We first used our method to test the hypothesis that doublet mechanics is a good predictor of sorting in an MCA, and then went on to use it to establish a better understanding of the mechanical drivers of cell sorting.

#### (a) Doublet mechanics predicts sorting in multicellular aggregates

One of the main issues impeding the experimental validation of the mechanical drivers of sorting in MCAs is the difficulty of measuring forces within an MCA. Therefore, cell doublets are often used to quantify the forces that can be used to predict sorting in an MCA. We thus sought to test the hypothesis that cell doublets are a good and sufficient model for MCAs.

Based on ranges of published results, we ran the simulations for several random values *β* less than or equal to 1.0 and *α* less than or equal to 0.4 for both symmetric and asymmetric division. We quantified the sorting index for the final state of 30 different systems. We compared these values with the results of doublet testing (figure 2) with the same parameters. In this way, we can assess how measurements taken from cell doublets predict the extent of sorting in MCAs. Figure 4 shows final sorting indices plotted against the difference in doublet interface proportion (Δ*I*_{P}). This difference is measured for like–like doublets of two cell types with the same parameters as the corresponding MCA. So, if the parameters used in the MCA simulation correspond to like–like doublet interface proportions of *I*_{P,11} for cell type 1 and *I*_{P,22} for cell type 2, where cell type 1 is expected to sort to the inside, Δ*I*_{P} = *I*_{P,11} − *I*_{P,22} for this MCA. The resulting scatter plots clearly show a nearly perfect positive correlation between the difference in interface proportion and the final sorting index across all sorting measures. This correlation is especially strong for systems with symmetric division. Importantly, this strong correlation establishes that experimentally tractable cell–cell affinity in a doublet, regardless of the underlying forces giving rise to that affinity, can be used to accurately predict the degree of sorting of MCAs.

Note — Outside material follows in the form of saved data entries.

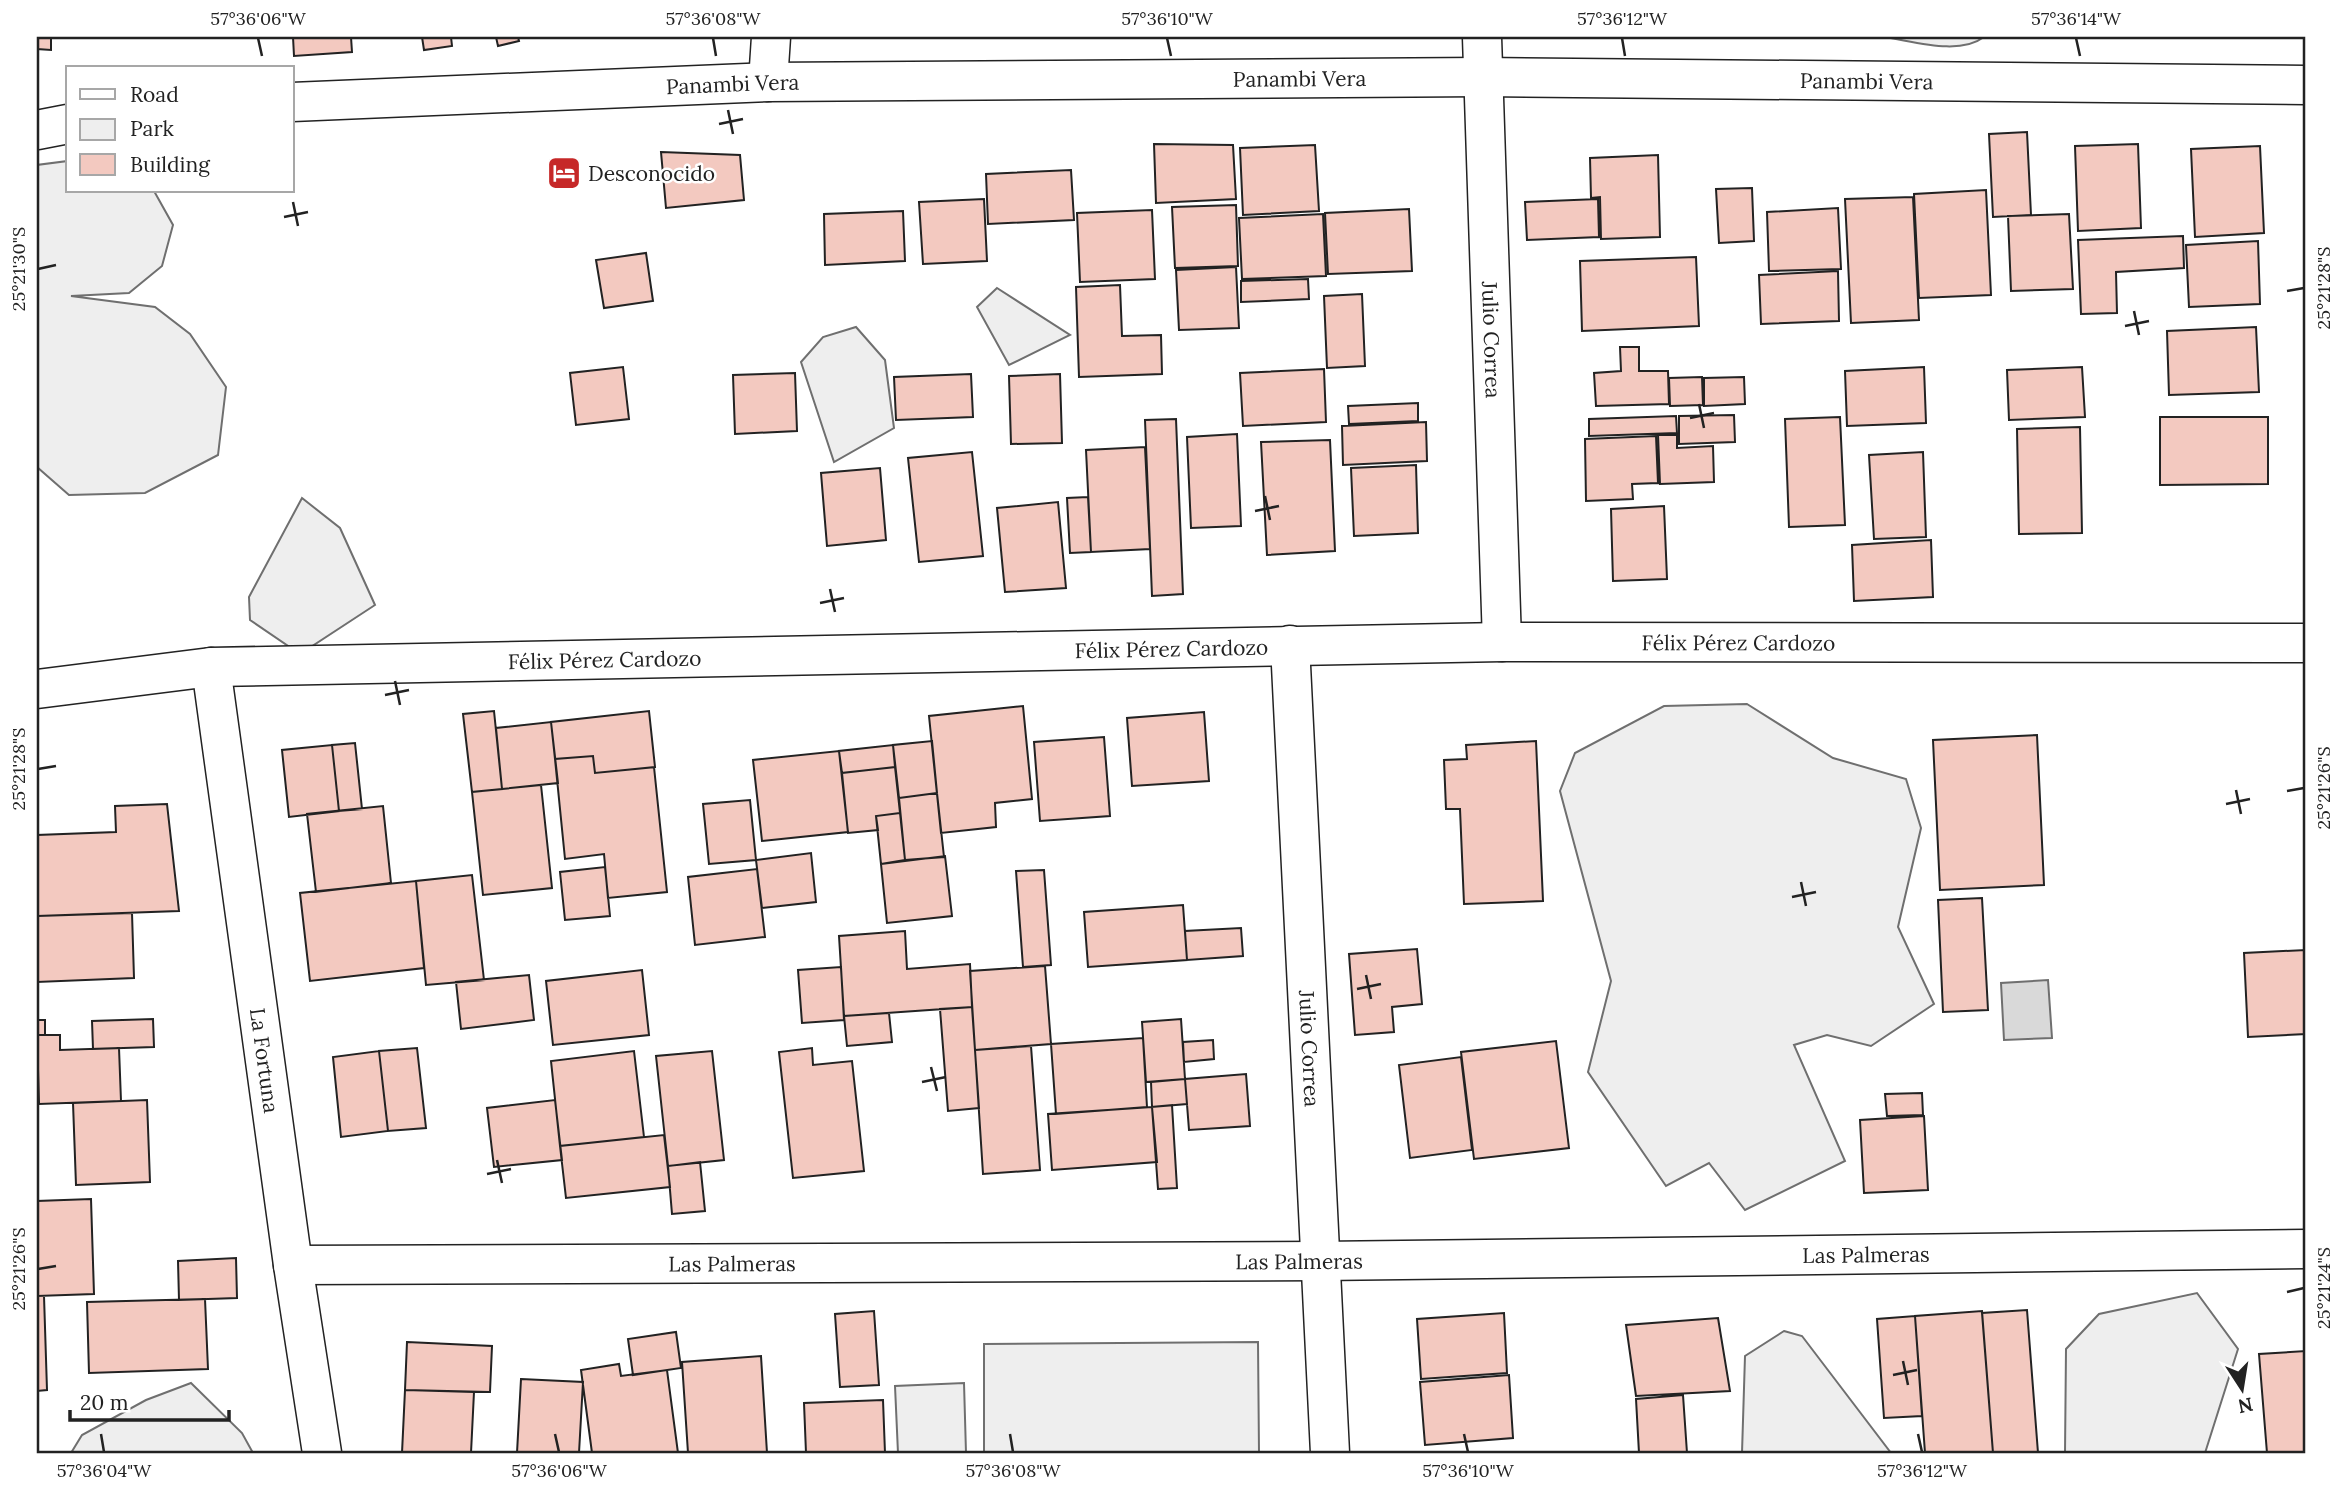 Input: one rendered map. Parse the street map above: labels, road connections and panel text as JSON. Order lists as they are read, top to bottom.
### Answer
{
  "streets": {
    "street": [
      "Panambi Vera",
      "Julio Correa",
      "Félix Pérez Cardozo",
      "La Fortuna",
      "Las Palmeras"
    ]
  },
  "crossings": [
    ["Panambi Vera", "Julio Correa"],
    ["Julio Correa", "Félix Pérez Cardozo"],
    ["Julio Correa", "Las Palmeras"],
    ["Félix Pérez Cardozo", "La Fortuna"],
    ["La Fortuna", "Las Palmeras"]
  ],
  "places": {
    "hotel": ["Desconocido"]
  },
  "legend": ["Road", "Park", "Building"],
  "scale_bar": "20 m",
  "north": "bottom",
  "coordinates": [
    "57°36'06\"W",
    "57°36'08\"W",
    "57°36'10\"W",
    "57°36'12\"W",
    "57°36'14\"W",
    "25°21'30\"S",
    "25°21'28\"S",
    "25°21'26\"S",
    "25°21'24\"S",
    "57°36'04\"W"
  ]
} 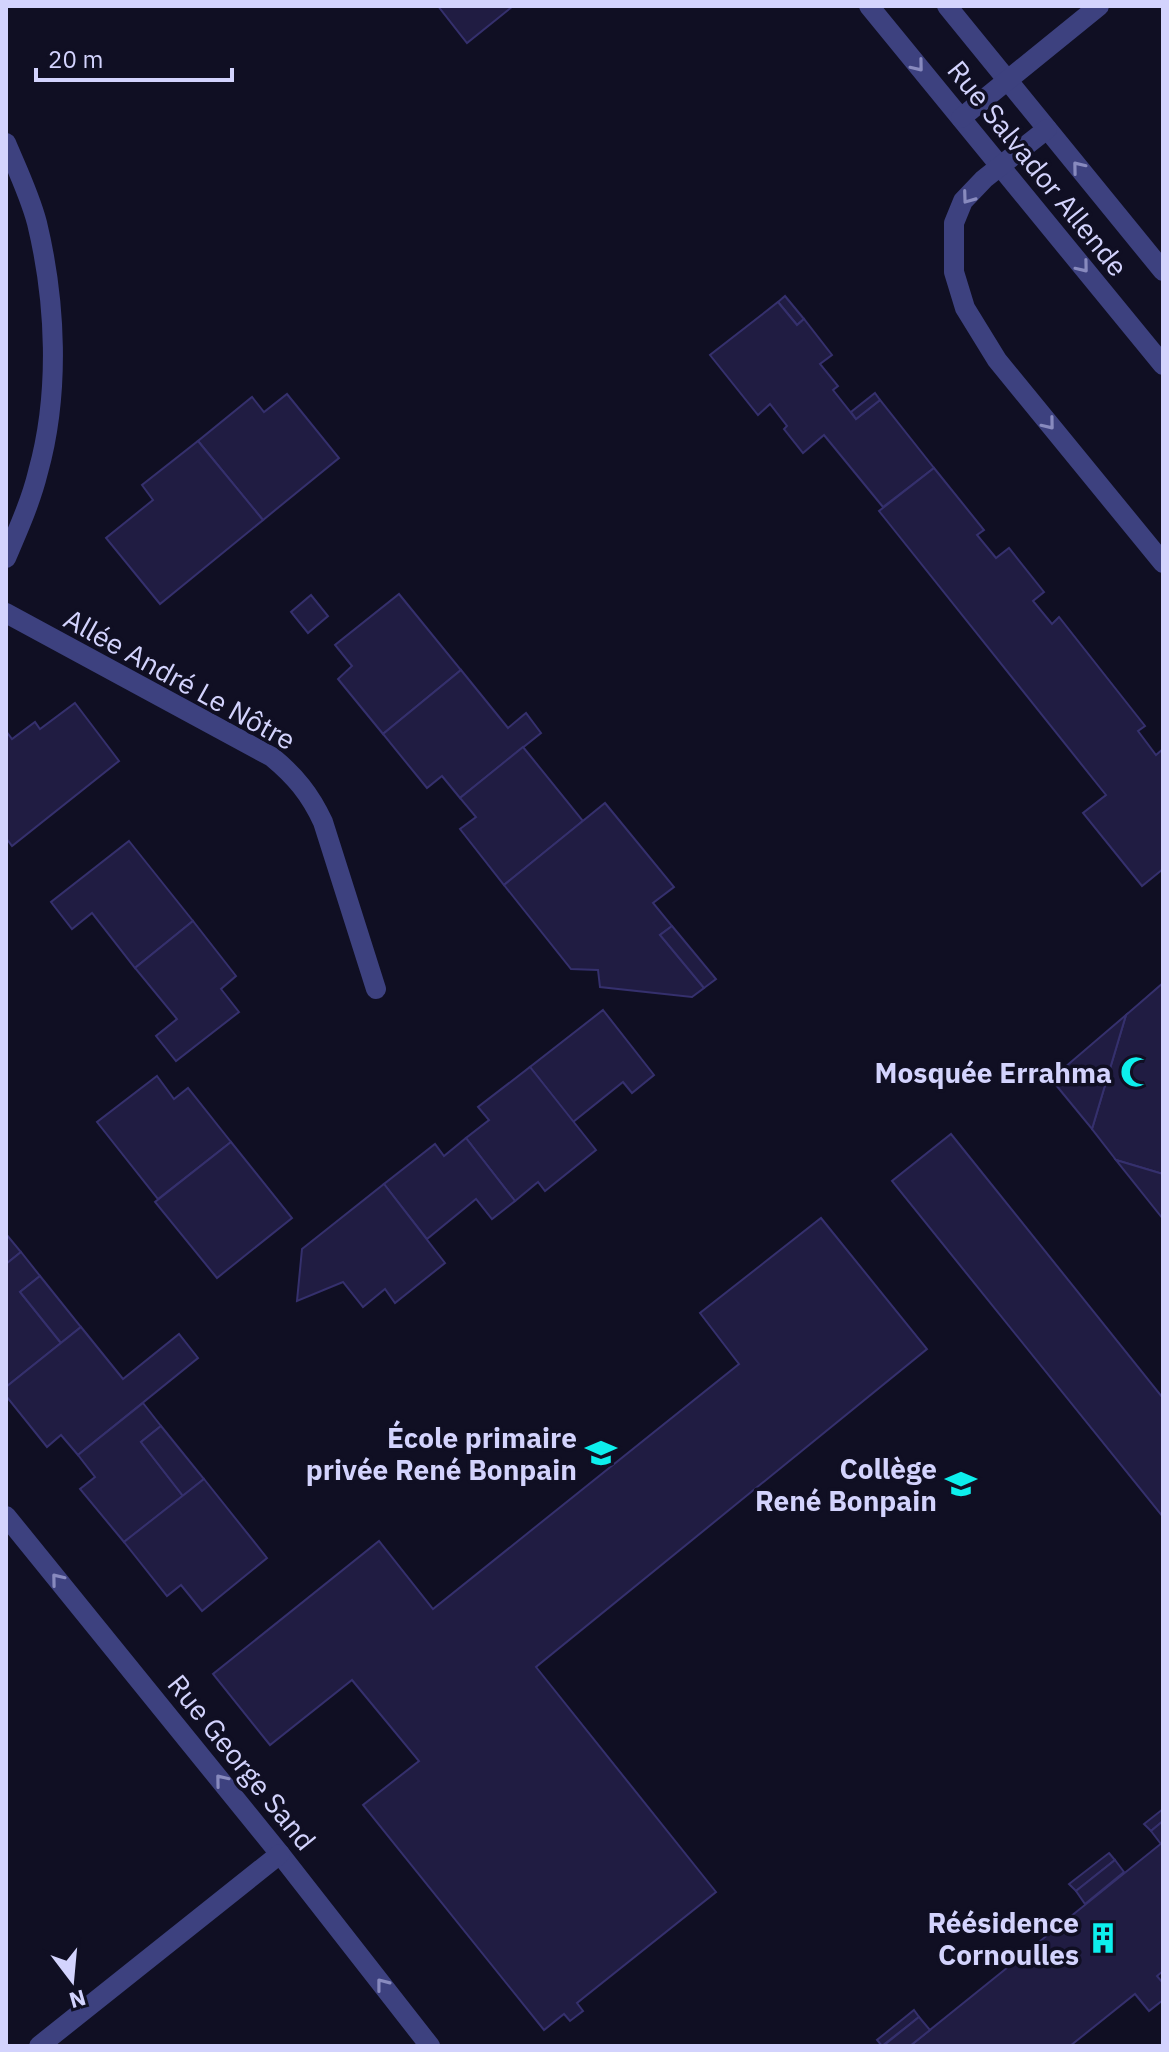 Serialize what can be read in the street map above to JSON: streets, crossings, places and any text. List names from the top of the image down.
{
  "streets": {
    "street": ["Rue Salvador Allende", "Allée André Le Nôtre", "Rue George Sand"]
  },
  "one_way": ["Rue George Sand"],
  "places": {
    "mosque": ["Mosquée Errahma"],
    "school or university": ["École primaire privée René Bonpain", "Collège René Bonpain"],
    "building": ["Réésidence Cornoulles"]
  },
  "scale_bar": "20 m",
  "north": "bottom"
}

It also acts as further validation of the precision of our method in sorting MCAs.

#### (b) Mechanical drivers of cell sorting in multicellular aggregates

In the following, we will use our simulations to make quantitative predictions about what adhesion and tension asymmetries are necessary for MCAs to sort. We performed simulations over a wide range of *α* and *β* values, and constructed a phase diagram in the *α* − *β* parameter space from the final value of sorting indices calculated at the end of each simulation (figure 5*a*–*c*). From these phase diagrams, we can deduce the limits on the values of *α* and *β* that drive sorting.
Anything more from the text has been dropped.